The warriors and the hammer jumped to military alertness.

“We shall stay the day and night and help these people in all the ways that we can. Seventh Master, your sorcerers can provide clean water for the people of Willowholme. Eighth Master, the duty falls upon you to organize and dispense as much of our provisions as we can spare. Zioch is less than a week away at a breakneck pace, which is how we shall ride on the morrow. We can worry over our stores once we have finished
speaking
with my brother. The rest of you masters are to help where it is needed. We have many hands and much need to fill them with tasks. If there are to be tears, let us make them tears of joy. Show Willowholme that there is no war against tyranny on the battlefield or the tyranny of suffering that cannot be won by the Watchmen of Eod.”

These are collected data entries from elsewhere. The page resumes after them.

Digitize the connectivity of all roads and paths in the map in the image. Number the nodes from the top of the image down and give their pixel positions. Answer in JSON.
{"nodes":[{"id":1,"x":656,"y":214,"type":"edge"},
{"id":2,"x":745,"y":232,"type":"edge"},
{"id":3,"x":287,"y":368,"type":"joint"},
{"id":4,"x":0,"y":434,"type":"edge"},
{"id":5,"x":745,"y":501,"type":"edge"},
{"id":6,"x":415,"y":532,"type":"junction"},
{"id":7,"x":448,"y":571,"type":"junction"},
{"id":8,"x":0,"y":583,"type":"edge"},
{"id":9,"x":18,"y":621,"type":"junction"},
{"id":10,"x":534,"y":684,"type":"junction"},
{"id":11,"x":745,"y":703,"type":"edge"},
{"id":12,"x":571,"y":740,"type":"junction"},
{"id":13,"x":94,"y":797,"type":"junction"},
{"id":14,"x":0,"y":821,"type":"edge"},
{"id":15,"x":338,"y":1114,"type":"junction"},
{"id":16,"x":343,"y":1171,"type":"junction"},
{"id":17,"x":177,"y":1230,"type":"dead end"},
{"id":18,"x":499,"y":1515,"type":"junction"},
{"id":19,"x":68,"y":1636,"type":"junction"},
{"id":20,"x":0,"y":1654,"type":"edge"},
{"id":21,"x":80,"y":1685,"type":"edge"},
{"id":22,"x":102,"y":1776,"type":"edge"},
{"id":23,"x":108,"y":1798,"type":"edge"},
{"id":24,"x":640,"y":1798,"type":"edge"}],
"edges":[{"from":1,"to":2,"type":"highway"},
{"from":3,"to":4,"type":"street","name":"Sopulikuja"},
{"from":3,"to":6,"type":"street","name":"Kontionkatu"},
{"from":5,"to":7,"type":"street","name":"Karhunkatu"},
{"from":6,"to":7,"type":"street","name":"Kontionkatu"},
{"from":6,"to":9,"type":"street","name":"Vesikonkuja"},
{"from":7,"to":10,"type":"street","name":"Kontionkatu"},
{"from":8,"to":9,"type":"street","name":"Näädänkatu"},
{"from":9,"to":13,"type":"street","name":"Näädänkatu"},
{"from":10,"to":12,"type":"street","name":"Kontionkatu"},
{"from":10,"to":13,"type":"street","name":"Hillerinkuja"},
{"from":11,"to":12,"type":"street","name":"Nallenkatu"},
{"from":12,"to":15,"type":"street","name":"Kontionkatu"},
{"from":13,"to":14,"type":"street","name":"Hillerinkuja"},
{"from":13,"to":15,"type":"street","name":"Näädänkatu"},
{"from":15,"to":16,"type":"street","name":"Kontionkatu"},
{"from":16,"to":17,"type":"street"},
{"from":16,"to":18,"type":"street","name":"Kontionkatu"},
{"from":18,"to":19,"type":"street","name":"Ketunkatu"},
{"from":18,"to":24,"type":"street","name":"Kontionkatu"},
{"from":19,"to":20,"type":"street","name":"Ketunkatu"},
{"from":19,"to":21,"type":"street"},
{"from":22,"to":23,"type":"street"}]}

The nine legion masters barked their assent, saluted, and were stamping up the hill. Tabitha was stunned by the whirlwind of what had been said and done.

“Tabitha,” continued the king, who was not yet finished with his orders, “while your pride does not want to hear this, I need you to organize your people for a march.”

“King Magnus—”

“I know what you have said, and I would not lightly ask you to leave what you love and have known.” Bitterly, the king gritted his teeth, and a waft of cold came from him. He spoke with the rawest candor, and Tabitha was magnetized. “Seasons are changing. We are all to lose things that we hold dear. That is the nature of life: that it cannot exist without death. A lesson that you might think a man who lives forever does not know. But I know it all too well. I have seen more that I love pass than you or all those you know will see in your lifetimes. I know when the seasons are turning, and that time is upon us. If you stay here, a terrible summer or a terrible winter will come. And whoever remains in Willowholme may not survive it.”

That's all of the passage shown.